詳細:フィドルヘッドはセカンドアルバムを作る予定はなかった。正直に言うと、ファーストアルバムを作る予定もなかった。ボーカルのパット・フリンが「人生の中で、本当に、本当に、笑ってしまうほど憂鬱な時期」と表現する時期に結成されたフィドルヘッドは、控えめな意図から生まれた。フリンと当時のルームメイトでギタリストのアレックス・ダウは、いくつかの曲を一緒に作ろうと決め、Basementが解散したばかりだったため、ギタリストのアレックス・ヘネリーが参加した。ドラマーのショーン・コスタとベーシストのアダム・ゴンサルヴェス(後にケイシー・ニーロンに交代)が彼らとタッグを組み、後に「Out Of The Bloom」となるEPを制作した。この5曲によって、ポストハードコア、ポストパンク、そして80年代のクラシックエモの要素を融合させ、彼ら独自のサウンドを生み出したバンド、フィドルヘッドの姿が確立された。
デビューアルバム『Springtime & Blind』のリリース後、バンドは週末に及ぶツアーをいくつか行い、自分たちの音楽が予想以上に人々の心に響いていることを実感した。「子供たちが切実な思いで一緒に歌っていて、それが私たちだけでなく、本当に意味のある形で人々に響いていることに気づきました」とフリンは語る。『Springtime & Blind』がヒットした理由は数多くあるが、中でも最も大きな理由は、フリンが父親の死を率直に見つめ、母親の悲しみに共感し、理解するために歌詞を書いたことにある。そのため、フィドルヘッドがセカンドアルバムを制作する時、人々は曲がどんなサウンドになるのかだけでなく、曲が何についてのものなのかさえ知りたがっていた。

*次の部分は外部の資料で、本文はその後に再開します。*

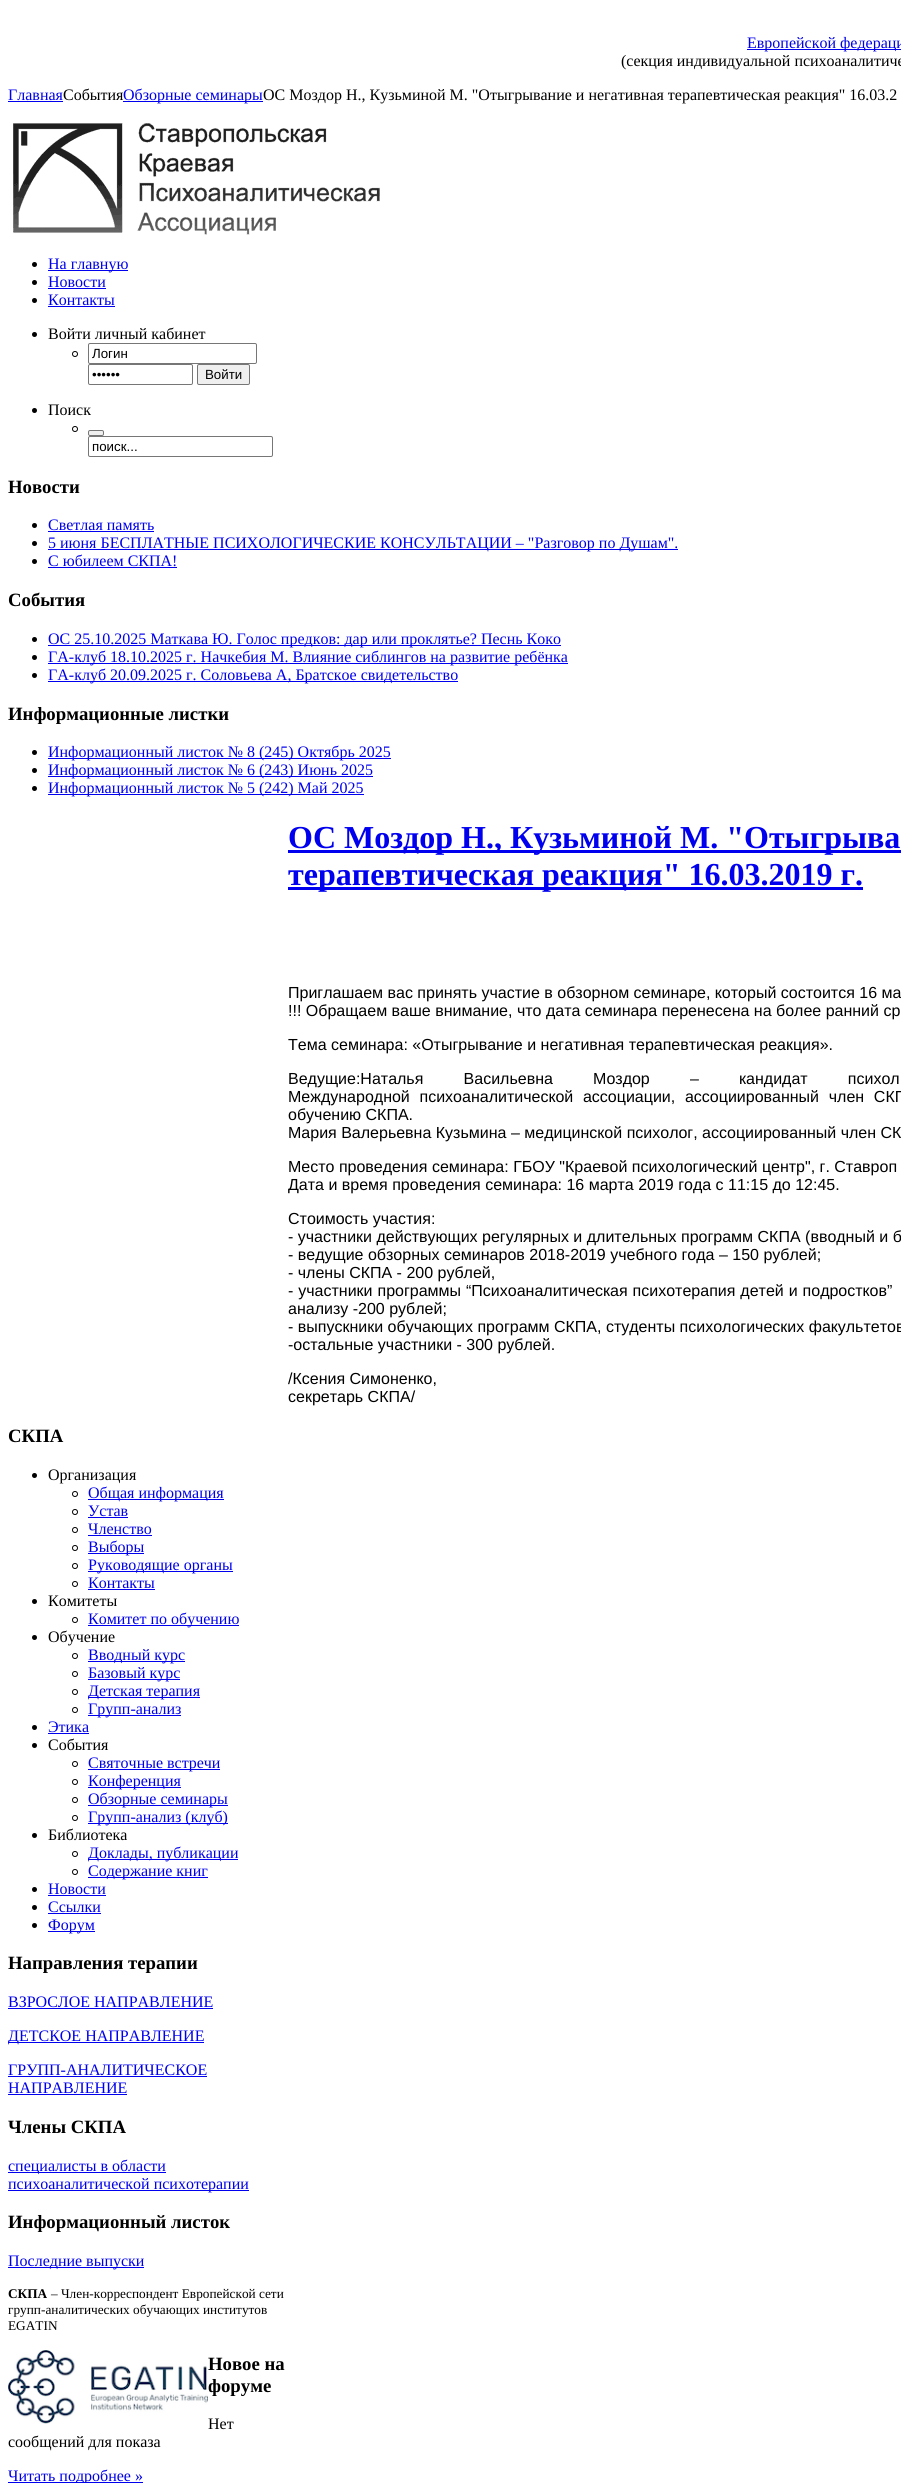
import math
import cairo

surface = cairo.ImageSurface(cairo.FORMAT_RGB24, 901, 2483)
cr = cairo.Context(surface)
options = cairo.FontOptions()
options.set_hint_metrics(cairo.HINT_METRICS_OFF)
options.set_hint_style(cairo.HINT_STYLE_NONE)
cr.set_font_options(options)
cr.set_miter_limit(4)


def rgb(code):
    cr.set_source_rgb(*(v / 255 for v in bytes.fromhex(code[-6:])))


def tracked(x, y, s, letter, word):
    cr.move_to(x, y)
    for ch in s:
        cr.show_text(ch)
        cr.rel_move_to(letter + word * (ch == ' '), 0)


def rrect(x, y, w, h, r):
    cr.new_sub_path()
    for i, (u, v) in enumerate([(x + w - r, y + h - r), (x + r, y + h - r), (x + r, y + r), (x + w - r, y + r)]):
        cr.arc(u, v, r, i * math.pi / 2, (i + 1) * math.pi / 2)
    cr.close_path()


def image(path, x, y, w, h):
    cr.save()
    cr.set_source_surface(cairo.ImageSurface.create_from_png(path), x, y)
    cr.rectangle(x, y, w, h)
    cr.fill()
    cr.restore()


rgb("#ffffff")
cr.paint()
for x, y, w, h, color in [
    (747, 49, 154, 1, "#0000ee"),
    (8, 101, 55, 1, "#0000ee"),
    (123, 101, 140, 1, "#0000ee"),
]:
    rgb(color)
    cr.rectangle(x, y, w, h)
    cr.fill()
image("img/1.png", 13, 123, 367, 112)
rgb("#000000")
cr.arc(34.5, 264.5, 2.5, 0, 2 * math.pi)
cr.fill()
rgb("#0000ee")
cr.rectangle(48, 270, 80, 1)
cr.fill()
rgb("#000000")
cr.arc(34.5, 282.5, 2.5, 0, 2 * math.pi)
cr.fill()
rgb("#0000ee")
cr.rectangle(48, 288, 58, 1)
cr.fill()
rgb("#000000")
cr.arc(34.5, 300.5, 2.5, 0, 2 * math.pi)
cr.fill()
rgb("#0000ee")
cr.rectangle(48, 306, 67, 1)
cr.fill()
rgb("#000000")
cr.arc(34.5, 334.5, 2.5, 0, 2 * math.pi)
cr.fill()
cr.arc(75, 354, 2.5, 0, 2 * math.pi)
cr.set_line_width(1)
cr.stroke()
rrect(88.5, 343.5, 168, 20, 1.5)
rgb("#767676")
cr.stroke()
rrect(88.5, 364.5, 104, 20, 1.5)
cr.stroke()
rgb("#efefef")
rrect(197.5, 364.5, 52, 20, 1.5)
cr.fill_preserve()
rgb("#767676")
cr.stroke()
rgb("#000000")
cr.arc(34.5, 410.5, 2.5, 0, 2 * math.pi)
cr.fill()
cr.arc(75, 429, 2.5, 0, 2 * math.pi)
cr.stroke()
rgb("#efefef")
rrect(88.5, 430.5, 15, 5, 1.5)
cr.fill_preserve()
rgb("#767676")
cr.stroke()
rrect(88.5, 436.5, 184, 20, 1.5)
cr.stroke()
rgb("#000000")
cr.arc(34.5, 525.5, 2.5, 0, 2 * math.pi)
cr.fill()
rgb("#0000ee")
cr.rectangle(48, 531, 106, 1)
cr.fill()
rgb("#000000")
cr.arc(34.5, 543.5, 2.5, 0, 2 * math.pi)
cr.fill()
rgb("#0000ee")
cr.rectangle(48, 549, 630, 1)
cr.fill()
rgb("#000000")
cr.arc(34.5, 561.5, 2.5, 0, 2 * math.pi)
cr.fill()
rgb("#0000ee")
cr.rectangle(48, 567, 129, 1)
cr.fill()
rgb("#000000")
cr.arc(34.5, 639.5, 2.5, 0, 2 * math.pi)
cr.fill()
rgb("#0000ee")
cr.rectangle(48, 645, 513, 1)
cr.fill()
rgb("#000000")
cr.arc(34.5, 657.5, 2.5, 0, 2 * math.pi)
cr.fill()
rgb("#0000ee")
cr.rectangle(48, 663, 520, 1)
cr.fill()
rgb("#000000")
cr.arc(34.5, 675.5, 2.5, 0, 2 * math.pi)
cr.fill()
rgb("#0000ee")
cr.rectangle(48, 681, 410, 1)
cr.fill()
rgb("#000000")
cr.arc(34.5, 752.5, 2.5, 0, 2 * math.pi)
cr.fill()
rgb("#0000ee")
cr.rectangle(48, 758, 343, 1)
cr.fill()
rgb("#000000")
cr.arc(34.5, 770.5, 2.5, 0, 2 * math.pi)
cr.fill()
rgb("#0000ee")
cr.rectangle(48, 776, 325, 1)
cr.fill()
rgb("#000000")
cr.arc(34.5, 788.5, 2.5, 0, 2 * math.pi)
cr.fill()
for x, y, w, h, color in [
    (48, 794, 316, 1, "#0000ee"),
    (288, 850, 613, 3, "#0000ee"),
    (288, 887, 575, 3, "#0000ee"),
]:
    rgb(color)
    cr.rectangle(x, y, w, h)
    cr.fill()
rgb("#000000")
cr.arc(34.5, 1475.5, 2.5, 0, 2 * math.pi)
cr.fill()
cr.arc(75, 1494, 2.5, 0, 2 * math.pi)
cr.stroke()
rgb("#0000ee")
cr.rectangle(88, 1499, 136, 1)
cr.fill()
cr.arc(75, 1512, 2.5, 0, 2 * math.pi)
rgb("#000000")
cr.stroke()
rgb("#0000ee")
cr.rectangle(88, 1517, 40, 1)
cr.fill()
cr.arc(75, 1530, 2.5, 0, 2 * math.pi)
rgb("#000000")
cr.stroke()
rgb("#0000ee")
cr.rectangle(88, 1535, 64, 1)
cr.fill()
cr.arc(75, 1548, 2.5, 0, 2 * math.pi)
rgb("#000000")
cr.stroke()
rgb("#0000ee")
cr.rectangle(88, 1553, 56, 1)
cr.fill()
cr.arc(75, 1566, 2.5, 0, 2 * math.pi)
rgb("#000000")
cr.stroke()
rgb("#0000ee")
cr.rectangle(88, 1571, 145, 1)
cr.fill()
cr.arc(75, 1584, 2.5, 0, 2 * math.pi)
rgb("#000000")
cr.stroke()
rgb("#0000ee")
cr.rectangle(88, 1589, 67, 1)
cr.fill()
rgb("#000000")
cr.arc(34.5, 1601.5, 2.5, 0, 2 * math.pi)
cr.fill()
cr.arc(75, 1620, 2.5, 0, 2 * math.pi)
cr.stroke()
rgb("#0000ee")
cr.rectangle(88, 1625, 151, 1)
cr.fill()
rgb("#000000")
cr.arc(34.5, 1637.5, 2.5, 0, 2 * math.pi)
cr.fill()
cr.arc(75, 1656, 2.5, 0, 2 * math.pi)
cr.stroke()
rgb("#0000ee")
cr.rectangle(88, 1661, 97, 1)
cr.fill()
cr.arc(75, 1674, 2.5, 0, 2 * math.pi)
rgb("#000000")
cr.stroke()
rgb("#0000ee")
cr.rectangle(88, 1679, 92, 1)
cr.fill()
cr.arc(75, 1692, 2.5, 0, 2 * math.pi)
rgb("#000000")
cr.stroke()
rgb("#0000ee")
cr.rectangle(88, 1697, 112, 1)
cr.fill()
cr.arc(75, 1710, 2.5, 0, 2 * math.pi)
rgb("#000000")
cr.stroke()
rgb("#0000ee")
cr.rectangle(88, 1715, 93, 1)
cr.fill()
rgb("#000000")
cr.arc(34.5, 1727.5, 2.5, 0, 2 * math.pi)
cr.fill()
rgb("#0000ee")
cr.rectangle(48, 1733, 41, 1)
cr.fill()
rgb("#000000")
cr.arc(34.5, 1745.5, 2.5, 0, 2 * math.pi)
cr.fill()
cr.arc(75, 1764, 2.5, 0, 2 * math.pi)
cr.stroke()
rgb("#0000ee")
cr.rectangle(88, 1769, 132, 1)
cr.fill()
cr.arc(75, 1782, 2.5, 0, 2 * math.pi)
rgb("#000000")
cr.stroke()
rgb("#0000ee")
cr.rectangle(88, 1787, 93, 1)
cr.fill()
cr.arc(75, 1800, 2.5, 0, 2 * math.pi)
rgb("#000000")
cr.stroke()
rgb("#0000ee")
cr.rectangle(88, 1805, 140, 1)
cr.fill()
cr.arc(75, 1818, 2.5, 0, 2 * math.pi)
rgb("#000000")
cr.stroke()
rgb("#0000ee")
cr.rectangle(88, 1823, 140, 1)
cr.fill()
rgb("#000000")
cr.arc(34.5, 1835.5, 2.5, 0, 2 * math.pi)
cr.fill()
cr.arc(75, 1854, 2.5, 0, 2 * math.pi)
cr.stroke()
rgb("#0000ee")
cr.rectangle(88, 1859, 150, 1)
cr.fill()
cr.arc(75, 1872, 2.5, 0, 2 * math.pi)
rgb("#000000")
cr.stroke()
rgb("#0000ee")
cr.rectangle(88, 1877, 120, 1)
cr.fill()
rgb("#000000")
cr.arc(34.5, 1889.5, 2.5, 0, 2 * math.pi)
cr.fill()
rgb("#0000ee")
cr.rectangle(48, 1895, 58, 1)
cr.fill()
rgb("#000000")
cr.arc(34.5, 1907.5, 2.5, 0, 2 * math.pi)
cr.fill()
rgb("#0000ee")
cr.rectangle(48, 1913, 53, 1)
cr.fill()
rgb("#000000")
cr.arc(34.5, 1925.5, 2.5, 0, 2 * math.pi)
cr.fill()
for x, y, w, h, color in [
    (48, 1931, 47, 1, "#0000ee"),
    (8, 2008, 205, 1, "#0000ee"),
    (8, 2042, 196, 1, "#0000ee"),
    (8, 2076, 199, 1, "#0000ee"),
    (8, 2094, 119, 1, "#0000ee"),
    (8, 2172, 158, 1, "#0000ee"),
    (8, 2190, 241, 1, "#0000ee"),
    (8, 2267, 136, 1, "#0000ee"),
]:
    rgb(color)
    cr.rectangle(x, y, w, h)
    cr.fill()
image("img/2.png", 8, 2350, 200, 74)
cr.rectangle(8, 2482, 135, 1)
cr.fill()
cr.select_font_face("Liberation Serif")
cr.set_font_size(16)
cr.move_to(747, 48)
cr.show_text("Европейской федераци")
rgb("#000000")
cr.move_to(621, 66)
cr.show_text("(секция индивидуальной психоаналитиче")
rgb("#0000ee")
cr.move_to(8, 100)
cr.show_text("Главная")
rgb("#000000")
cr.move_to(63, 100)
cr.show_text("События")
rgb("#0000ee")
cr.move_to(123, 100)
cr.show_text("Обзорные семинары")
rgb("#000000")
cr.move_to(263, 100)
cr.show_text("ОС Моздор Н., Кузьминой М. \"Отыгрывание и негативная терапевтическая реакция\" 16.03.2")
rgb("#0000ee")
for x, y, s in [
    (48, 269, "На главную"),
    (48, 287, "Новости"),
    (48, 305, "Контакты"),
]:
    cr.move_to(x, y)
    cr.show_text(s)
rgb("#000000")
cr.move_to(48, 339)
cr.show_text("Войти личный кабинет")
cr.select_font_face("Liberation Sans")
cr.set_font_size(13.3)
for x, y, s in [
    (92, 358, "Логин"),
    (92, 379, "••••••"),
    (205, 379, "Войти"),
]:
    cr.move_to(x, y)
    cr.show_text(s)
cr.select_font_face("Liberation Serif")
cr.set_font_size(16)
cr.move_to(48, 415)
cr.show_text("Поиск")
cr.select_font_face("Liberation Sans")
cr.set_font_size(13.3)
cr.move_to(92, 451)
cr.show_text("поиск...")
cr.select_font_face("Liberation Serif", cairo.FONT_SLANT_NORMAL, cairo.FONT_WEIGHT_BOLD)
cr.set_font_size(18.75)
cr.move_to(8, 493)
cr.show_text("Новости")
cr.select_font_face("Liberation Serif")
cr.set_font_size(16)
rgb("#0000ee")
for x, y, s in [
    (48, 530, "Светлая память"),
    (48, 548, "5 июня БЕСПЛАТНЫЕ ПСИХОЛОГИЧЕСКИЕ КОНСУЛЬТАЦИИ – \"Разговор по Душам\"."),
    (48, 566, "С юбилеем СКПА!"),
]:
    cr.move_to(x, y)
    cr.show_text(s)
cr.select_font_face("Liberation Serif", cairo.FONT_SLANT_NORMAL, cairo.FONT_WEIGHT_BOLD)
cr.set_font_size(18.75)
rgb("#000000")
cr.move_to(8, 606)
cr.show_text("События")
cr.select_font_face("Liberation Serif")
cr.set_font_size(16)
rgb("#0000ee")
for x, y, s in [
    (48, 644, "ОС 25.10.2025 Маткава Ю. Голос предков: дар или проклятье? Песнь Коко"),
    (48, 662, "ГА-клуб 18.10.2025 г. Начкебия М. Влияние сиблингов на развитие ребёнка"),
    (48, 680, "ГА-клуб 20.09.2025 г. Соловьева А, Братское свидетельство"),
]:
    cr.move_to(x, y)
    cr.show_text(s)
cr.select_font_face("Liberation Serif", cairo.FONT_SLANT_NORMAL, cairo.FONT_WEIGHT_BOLD)
cr.set_font_size(18.75)
rgb("#000000")
cr.move_to(8, 720)
cr.show_text("Информационные листки")
cr.select_font_face("Liberation Serif")
cr.set_font_size(16)
rgb("#0000ee")
for x, y, s in [
    (48, 757, "Информационный листок № 8 (245) Октябрь 2025"),
    (48, 775, "Информационный листок № 6 (243) Июнь 2025"),
    (48, 793, "Информационный листок № 5 (242) Май 2025"),
]:
    cr.move_to(x, y)
    cr.show_text(s)
cr.select_font_face("Liberation Serif", cairo.FONT_SLANT_NORMAL, cairo.FONT_WEIGHT_BOLD)
cr.set_font_size(32)
cr.move_to(288, 848)
cr.show_text("ОС Моздор Н., Кузьминой М. \"Отыгрыва")
cr.move_to(288, 885)
cr.show_text("терапевтическая реакция\" 16.03.2019 г.")
cr.select_font_face("Liberation Sans")
cr.set_font_size(16)
rgb("#000000")
for x, y, s in [
    (288, 998, "Приглашаем вас принять участие в обзорном семинаре, который состоится 16 ма"),
    (288, 1016, "!!! Обращаем ваше внимание, что дата семинара перенесена на более ранний ср"),
    (288, 1050, "Тема семинара: «Отыгрывание и негативная терапевтическая реакция»."),
]:
    cr.move_to(x, y)
    cr.show_text(s)
tracked(288, 1084, "Ведущие:Наталья Васильевна Моздор – кандидат психол", 0, 35.75)
tracked(288, 1102, "Международной психоаналитической ассоциации, ассоциированный член СКП", 0, 5.25)
for x, y, s in [
    (288, 1120, "обучению СКПА."),
    (288, 1138, "Мария Валерьевна Кузьмина – медицинской психолог, ассоциированный член СК"),
    (288, 1172, "Место проведения семинара: ГБОУ \"Краевой психологический центр\", г. Ставроп"),
    (288, 1190, "Дата и время проведения семинара: 16 марта 2019 года с 11:15 до 12:45."),
    (288, 1224, "Стоимость участия:"),
    (288, 1242, "- участники действующих регулярных и длительных программ СКПА (вводный и б"),
    (288, 1260, "- ведущие обзорных семинаров 2018-2019 учебного года – 150 рублей;"),
    (288, 1278, "- члены СКПА - 200 рублей,"),
]:
    cr.move_to(x, y)
    cr.show_text(s)
tracked(288, 1296, "- участники программы “Психоаналитическая психотерапия детей и подростков”", 0, 0.5)
for x, y, s in [
    (288, 1314, "анализу -200 рублей;"),
    (288, 1332, "- выпускники обучающих программ СКПА, студенты психологических факультетов"),
    (288, 1350, "-остальные участники - 300 рублей."),
    (288, 1384, "/Ксения Симоненко,"),
    (288, 1402, "секретарь СКПА/"),
]:
    cr.move_to(x, y)
    cr.show_text(s)
cr.select_font_face("Liberation Serif", cairo.FONT_SLANT_NORMAL, cairo.FONT_WEIGHT_BOLD)
cr.set_font_size(18.75)
cr.move_to(8, 1442)
cr.show_text("СКПА")
cr.select_font_face("Liberation Serif")
cr.set_font_size(16)
cr.move_to(48, 1480)
cr.show_text("Организация")
rgb("#0000ee")
for x, y, s in [
    (88, 1498, "Общая информация"),
    (88, 1516, "Устав"),
    (88, 1534, "Членство"),
    (88, 1552, "Выборы"),
    (88, 1570, "Руководящие органы"),
    (88, 1588, "Контакты"),
]:
    cr.move_to(x, y)
    cr.show_text(s)
rgb("#000000")
cr.move_to(48, 1606)
cr.show_text("Комитеты")
rgb("#0000ee")
cr.move_to(88, 1624)
cr.show_text("Комитет по обучению")
rgb("#000000")
cr.move_to(48, 1642)
cr.show_text("Обучение")
rgb("#0000ee")
for x, y, s in [
    (88, 1660, "Вводный курс"),
    (88, 1678, "Базовый курс"),
    (88, 1696, "Детская терапия"),
    (88, 1714, "Групп-анализ"),
    (48, 1732, "Этика"),
]:
    cr.move_to(x, y)
    cr.show_text(s)
rgb("#000000")
cr.move_to(48, 1750)
cr.show_text("События")
rgb("#0000ee")
for x, y, s in [
    (88, 1768, "Святочные встречи"),
    (88, 1786, "Конференция"),
    (88, 1804, "Обзорные семинары"),
    (88, 1822, "Групп-анализ (клуб)"),
]:
    cr.move_to(x, y)
    cr.show_text(s)
rgb("#000000")
cr.move_to(48, 1840)
cr.show_text("Библиотека")
rgb("#0000ee")
for x, y, s in [
    (88, 1858, "Доклады, публикации"),
    (88, 1876, "Содержание книг"),
    (48, 1894, "Новости"),
    (48, 1912, "Cсылки"),
    (48, 1930, "Форум"),
]:
    cr.move_to(x, y)
    cr.show_text(s)
cr.select_font_face("Liberation Serif", cairo.FONT_SLANT_NORMAL, cairo.FONT_WEIGHT_BOLD)
cr.set_font_size(18.75)
rgb("#000000")
cr.move_to(8, 1969)
cr.show_text("Направления терапии")
cr.select_font_face("Liberation Serif")
cr.set_font_size(16)
rgb("#0000ee")
for x, y, s in [
    (8, 2007, "ВЗРОСЛОЕ НАПРАВЛЕНИЕ"),
    (8, 2041, "ДЕТСКОЕ НАПРАВЛЕНИЕ"),
    (8, 2075, "ГРУПП-АНАЛИТИЧЕСКОЕ"),
    (8, 2093, "НАПРАВЛЕНИЕ"),
]:
    cr.move_to(x, y)
    cr.show_text(s)
cr.select_font_face("Liberation Serif", cairo.FONT_SLANT_NORMAL, cairo.FONT_WEIGHT_BOLD)
cr.set_font_size(18.75)
rgb("#000000")
cr.move_to(8, 2133)
cr.show_text("Члены СКПА")
cr.select_font_face("Liberation Serif")
cr.set_font_size(16)
rgb("#0000ee")
cr.move_to(8, 2171)
cr.show_text("специалисты в области")
cr.move_to(8, 2189)
cr.show_text("психоаналитической психотерапии")
cr.select_font_face("Liberation Serif", cairo.FONT_SLANT_NORMAL, cairo.FONT_WEIGHT_BOLD)
cr.set_font_size(18.75)
rgb("#000000")
cr.move_to(8, 2228)
cr.show_text("Информационный листок")
cr.select_font_face("Liberation Serif")
cr.set_font_size(16)
rgb("#0000ee")
cr.move_to(8, 2266)
cr.show_text("Последние выпуски")
cr.select_font_face("Liberation Serif", cairo.FONT_SLANT_NORMAL, cairo.FONT_WEIGHT_BOLD)
cr.set_font_size(13.3)
rgb("#000000")
cr.move_to(8, 2298)
cr.show_text("СКПА")
cr.select_font_face("Liberation Serif")
for x, y, s in [
    (51, 2298, "– Член-корреспондент Европейской сети"),
    (8, 2314, "групп-аналитических обучающих институтов"),
    (8, 2330, "EGATIN"),
]:
    cr.move_to(x, y)
    cr.show_text(s)
cr.select_font_face("Liberation Serif", cairo.FONT_SLANT_NORMAL, cairo.FONT_WEIGHT_BOLD)
cr.set_font_size(18.75)
cr.move_to(208, 2370)
cr.show_text("Новое на")
cr.move_to(208, 2392)
cr.show_text("форуме")
cr.select_font_face("Liberation Serif")
cr.set_font_size(16)
cr.move_to(208, 2429)
cr.show_text("Нет")
cr.move_to(8, 2447)
cr.show_text("сообщений для показа")
rgb("#0000ee")
cr.move_to(8, 2481)
cr.show_text("Читать подробнее »")
surface.write_to_png("page.png")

『Between The Richness』は『Springtime & Blind』の続きから始まり、フリンがまさに同じテーマに真っ向から切り込んでいる。しかし、鋭いリスナーなら、今回は大きな違いに気づくだろう。フリンが自分自身について歌っているのだ。「ファーストアルバムと今作の間に、人生で大きな出来事が起きたんだ。たまたま結婚して、子供も生まれた。ちょうど父の死から10年が経った頃だった。父を失った悲しみについて、またアルバムを書きたいと思ったらどうする?みんな『別のテーマを選べ』って言うかな?だから、オープニングトラックのタイトルは『Grief Motif(悲しみのモチーフ)』にした。これは決して消えることのない永遠の苦悩だ、という思いを込めているんだ。好き嫌いは別として、ペンを持っている限り、この男の一部であり続けるだろう」
『Between The Richness』は、『Springtime & Blind』を凌駕するほどのエネルギーで爆発する。ダウとヘネリーのギターリフは、彼らの作品の中で最もアンセミックで燃え盛るもので、「The Years」「Get My Mind Right」「Down University」といった曲は、フリンの個人的な思索を支えているだけでなく、リスナーの心に深く突き刺さる共感的でエモーショナルな音楽的刺突となっている。一方、コスタとニーロンは曲に推進力を与え、「Million Times」のような曲が、異質な感覚を感じさせずに予想外の領域へと飛び込んでいくことを可能にしている。
しかし、その中心にいるのはフリンだ。『Springtime & Blind』の頃とは別人だ。彼自身も父親になったからだ。そして、その経験がアルバム全体を通して彼の歩む道のりに色を添えている。「息子の名前はリチャードで、父の名前もリチャード。文字通り二人の中間にある。でも、それは人生の豊かさと死の豊かさでもある。この完璧な矛盾した感覚を捉えることが、私にとって重要だった」とフリンは語る。「息子が生まれてから2週間後にこのアルバムの制作を始めたんだ。息子が大きくなった時、そして私が亡くなった時、『父はこれを私が生後1年目に書いた。どういう意味だろう?』と彼に言ってもらうには、本当に素晴らしい方法だと思う」。これは、私たち皆が存在する奇妙な場所、豊かさの間にある場所を言葉で表現しようとする試みなのだ。